(Collected data entries)
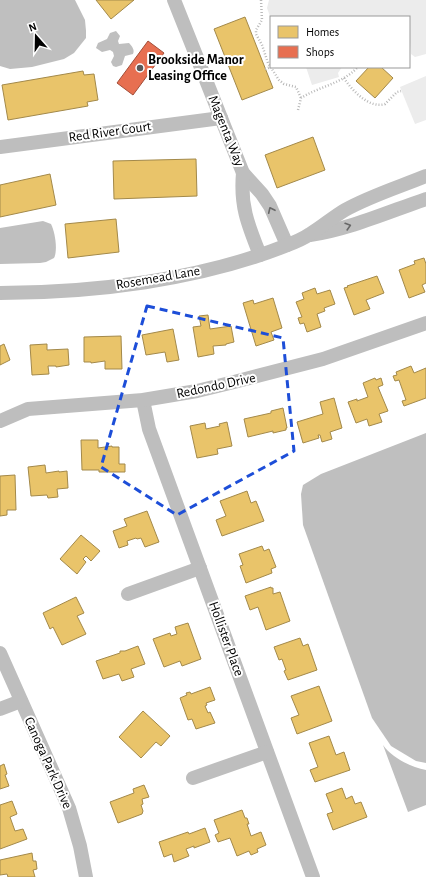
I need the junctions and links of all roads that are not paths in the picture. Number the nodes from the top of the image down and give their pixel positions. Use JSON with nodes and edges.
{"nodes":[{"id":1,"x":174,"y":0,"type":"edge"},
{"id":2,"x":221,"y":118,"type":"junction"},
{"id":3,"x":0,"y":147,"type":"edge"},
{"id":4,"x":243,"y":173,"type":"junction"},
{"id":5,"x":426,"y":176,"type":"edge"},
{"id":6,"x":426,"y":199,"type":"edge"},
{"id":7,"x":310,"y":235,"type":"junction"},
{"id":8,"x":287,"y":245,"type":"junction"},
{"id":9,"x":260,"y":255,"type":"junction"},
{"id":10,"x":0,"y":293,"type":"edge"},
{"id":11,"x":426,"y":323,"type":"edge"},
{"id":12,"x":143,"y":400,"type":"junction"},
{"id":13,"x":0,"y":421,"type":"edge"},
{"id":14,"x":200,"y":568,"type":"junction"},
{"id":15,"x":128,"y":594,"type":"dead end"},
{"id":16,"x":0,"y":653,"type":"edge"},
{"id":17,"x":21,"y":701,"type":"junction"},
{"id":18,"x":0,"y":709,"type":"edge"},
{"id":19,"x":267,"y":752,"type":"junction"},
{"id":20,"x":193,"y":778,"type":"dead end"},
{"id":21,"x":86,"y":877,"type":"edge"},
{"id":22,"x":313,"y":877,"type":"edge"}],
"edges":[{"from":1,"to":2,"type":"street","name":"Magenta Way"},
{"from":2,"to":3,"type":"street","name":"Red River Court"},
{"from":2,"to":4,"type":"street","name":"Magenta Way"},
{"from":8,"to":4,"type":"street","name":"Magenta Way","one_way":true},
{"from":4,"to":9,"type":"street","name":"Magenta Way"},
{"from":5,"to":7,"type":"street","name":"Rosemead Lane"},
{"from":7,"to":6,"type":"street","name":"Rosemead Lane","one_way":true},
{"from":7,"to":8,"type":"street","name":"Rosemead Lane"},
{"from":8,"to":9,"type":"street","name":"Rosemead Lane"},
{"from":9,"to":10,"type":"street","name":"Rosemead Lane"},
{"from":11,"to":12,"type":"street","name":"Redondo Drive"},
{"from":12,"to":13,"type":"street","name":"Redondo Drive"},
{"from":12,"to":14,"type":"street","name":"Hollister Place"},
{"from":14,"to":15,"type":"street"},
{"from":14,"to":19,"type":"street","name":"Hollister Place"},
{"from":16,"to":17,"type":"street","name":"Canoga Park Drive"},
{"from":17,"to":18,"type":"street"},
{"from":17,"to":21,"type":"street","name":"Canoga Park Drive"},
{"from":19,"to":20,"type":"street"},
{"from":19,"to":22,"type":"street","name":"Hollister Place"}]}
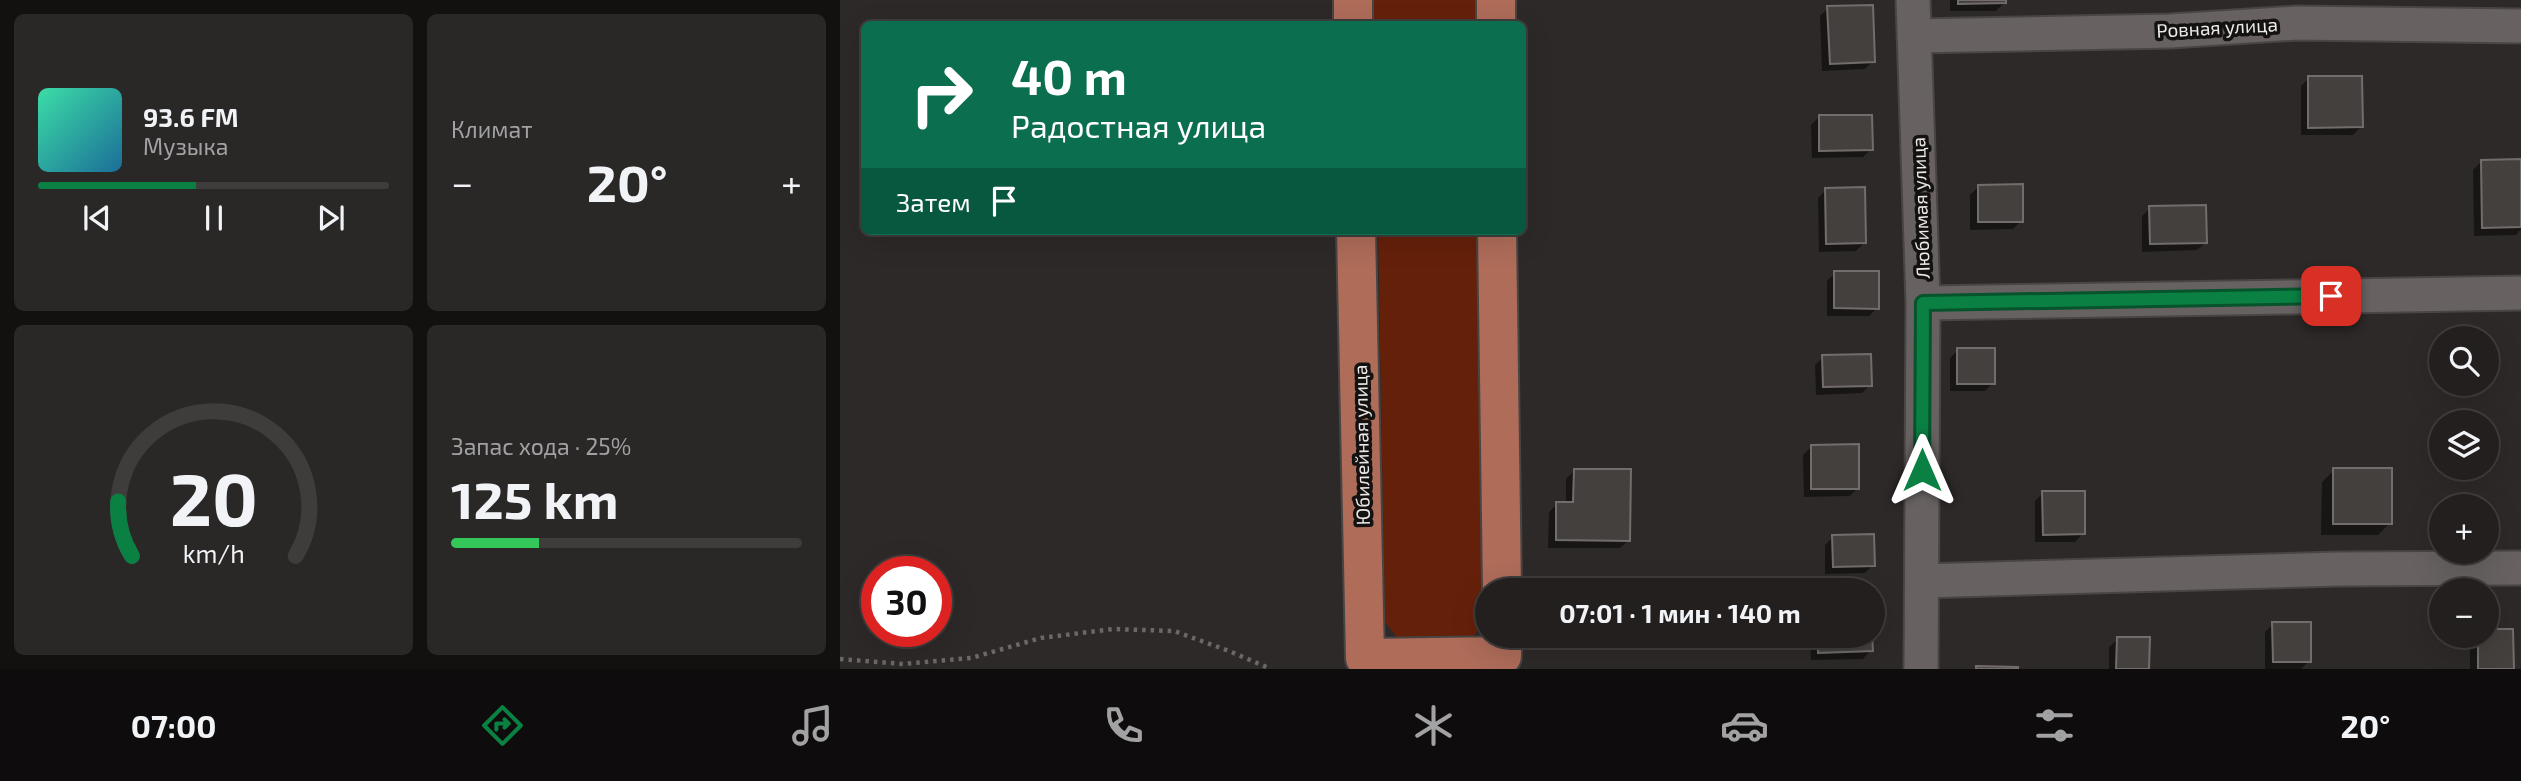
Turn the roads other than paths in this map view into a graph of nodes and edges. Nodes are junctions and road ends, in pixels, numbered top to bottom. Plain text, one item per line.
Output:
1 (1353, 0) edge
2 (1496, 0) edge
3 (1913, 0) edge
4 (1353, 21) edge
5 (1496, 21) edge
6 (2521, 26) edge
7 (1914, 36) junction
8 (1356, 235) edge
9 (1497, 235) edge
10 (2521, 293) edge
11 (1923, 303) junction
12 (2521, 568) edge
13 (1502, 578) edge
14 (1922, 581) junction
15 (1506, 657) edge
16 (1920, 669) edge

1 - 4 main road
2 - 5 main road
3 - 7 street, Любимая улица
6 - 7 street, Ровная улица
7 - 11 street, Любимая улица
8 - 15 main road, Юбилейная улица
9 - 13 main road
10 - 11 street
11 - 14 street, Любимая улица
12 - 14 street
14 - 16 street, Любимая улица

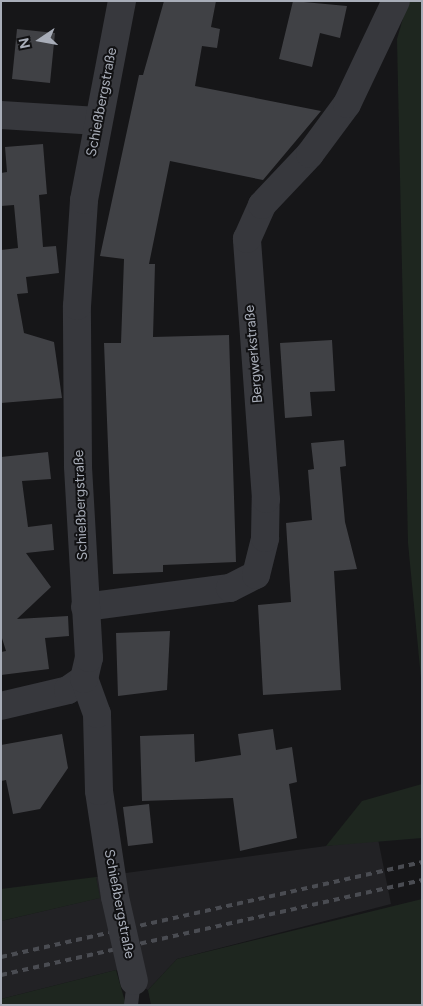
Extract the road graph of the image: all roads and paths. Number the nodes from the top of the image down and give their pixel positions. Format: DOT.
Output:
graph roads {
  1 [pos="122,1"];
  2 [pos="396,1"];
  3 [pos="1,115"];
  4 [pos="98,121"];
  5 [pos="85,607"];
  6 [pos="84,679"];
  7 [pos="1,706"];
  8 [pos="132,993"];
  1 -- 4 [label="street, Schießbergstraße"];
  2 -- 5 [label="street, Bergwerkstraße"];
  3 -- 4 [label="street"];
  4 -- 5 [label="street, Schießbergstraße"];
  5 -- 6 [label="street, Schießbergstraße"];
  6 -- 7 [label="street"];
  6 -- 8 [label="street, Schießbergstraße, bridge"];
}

» **EXERCISE GOAL**
Please print the data above once more, exactly and without images.

» **YOUR SOLUTION**
I need the junctions and links of all roads that are not paths in the picture. Number the nodes from the top of the image down and give their pixel positions. Use JSON with nodes and edges.
{"nodes":[{"id":1,"x":174,"y":0,"type":"edge"},
{"id":2,"x":221,"y":118,"type":"junction"},
{"id":3,"x":0,"y":147,"type":"edge"},
{"id":4,"x":243,"y":173,"type":"junction"},
{"id":5,"x":426,"y":176,"type":"edge"},
{"id":6,"x":426,"y":199,"type":"edge"},
{"id":7,"x":310,"y":235,"type":"junction"},
{"id":8,"x":287,"y":245,"type":"junction"},
{"id":9,"x":260,"y":255,"type":"junction"},
{"id":10,"x":0,"y":293,"type":"edge"},
{"id":11,"x":426,"y":323,"type":"edge"},
{"id":12,"x":143,"y":400,"type":"junction"},
{"id":13,"x":0,"y":421,"type":"edge"},
{"id":14,"x":200,"y":568,"type":"junction"},
{"id":15,"x":128,"y":594,"type":"dead end"},
{"id":16,"x":0,"y":653,"type":"edge"},
{"id":17,"x":21,"y":701,"type":"junction"},
{"id":18,"x":0,"y":709,"type":"edge"},
{"id":19,"x":267,"y":752,"type":"junction"},
{"id":20,"x":193,"y":778,"type":"dead end"},
{"id":21,"x":86,"y":877,"type":"edge"},
{"id":22,"x":313,"y":877,"type":"edge"}],
"edges":[{"from":1,"to":2,"type":"street","name":"Magenta Way"},
{"from":2,"to":3,"type":"street","name":"Red River Court"},
{"from":2,"to":4,"type":"street","name":"Magenta Way"},
{"from":8,"to":4,"type":"street","name":"Magenta Way","one_way":true},
{"from":4,"to":9,"type":"street","name":"Magenta Way"},
{"from":5,"to":7,"type":"street","name":"Rosemead Lane"},
{"from":7,"to":6,"type":"street","name":"Rosemead Lane","one_way":true},
{"from":7,"to":8,"type":"street","name":"Rosemead Lane"},
{"from":8,"to":9,"type":"street","name":"Rosemead Lane"},
{"from":9,"to":10,"type":"street","name":"Rosemead Lane"},
{"from":11,"to":12,"type":"street","name":"Redondo Drive"},
{"from":12,"to":13,"type":"street","name":"Redondo Drive"},
{"from":12,"to":14,"type":"street","name":"Hollister Place"},
{"from":14,"to":15,"type":"street"},
{"from":14,"to":19,"type":"street","name":"Hollister Place"},
{"from":16,"to":17,"type":"street","name":"Canoga Park Drive"},
{"from":17,"to":18,"type":"street"},
{"from":17,"to":21,"type":"street","name":"Canoga Park Drive"},
{"from":19,"to":20,"type":"street"},
{"from":19,"to":22,"type":"street","name":"Hollister Place"}]}
Turn the roads other than paths in this map view into a graph of nodes and edges. Nodes are junctions and road ends, in pixels, numbered top to bottom. Plain text, one item per line.
Output:
1 (1353, 0) edge
2 (1496, 0) edge
3 (1913, 0) edge
4 (1353, 21) edge
5 (1496, 21) edge
6 (2521, 26) edge
7 (1914, 36) junction
8 (1356, 235) edge
9 (1497, 235) edge
10 (2521, 293) edge
11 (1923, 303) junction
12 (2521, 568) edge
13 (1502, 578) edge
14 (1922, 581) junction
15 (1506, 657) edge
16 (1920, 669) edge

1 - 4 main road
2 - 5 main road
3 - 7 street, Любимая улица
6 - 7 street, Ровная улица
7 - 11 street, Любимая улица
8 - 15 main road, Юбилейная улица
9 - 13 main road
10 - 11 street
11 - 14 street, Любимая улица
12 - 14 street
14 - 16 street, Любимая улица

Extract the road graph of the image: all roads and paths. Number the nodes from the top of the image down and give their pixel positions. Format: DOT.
Output:
graph roads {
  1 [pos="122,1"];
  2 [pos="396,1"];
  3 [pos="1,115"];
  4 [pos="98,121"];
  5 [pos="85,607"];
  6 [pos="84,679"];
  7 [pos="1,706"];
  8 [pos="132,993"];
  1 -- 4 [label="street, Schießbergstraße"];
  2 -- 5 [label="street, Bergwerkstraße"];
  3 -- 4 [label="street"];
  4 -- 5 [label="street, Schießbergstraße"];
  5 -- 6 [label="street, Schießbergstraße"];
  6 -- 7 [label="street"];
  6 -- 8 [label="street, Schießbergstraße, bridge"];
}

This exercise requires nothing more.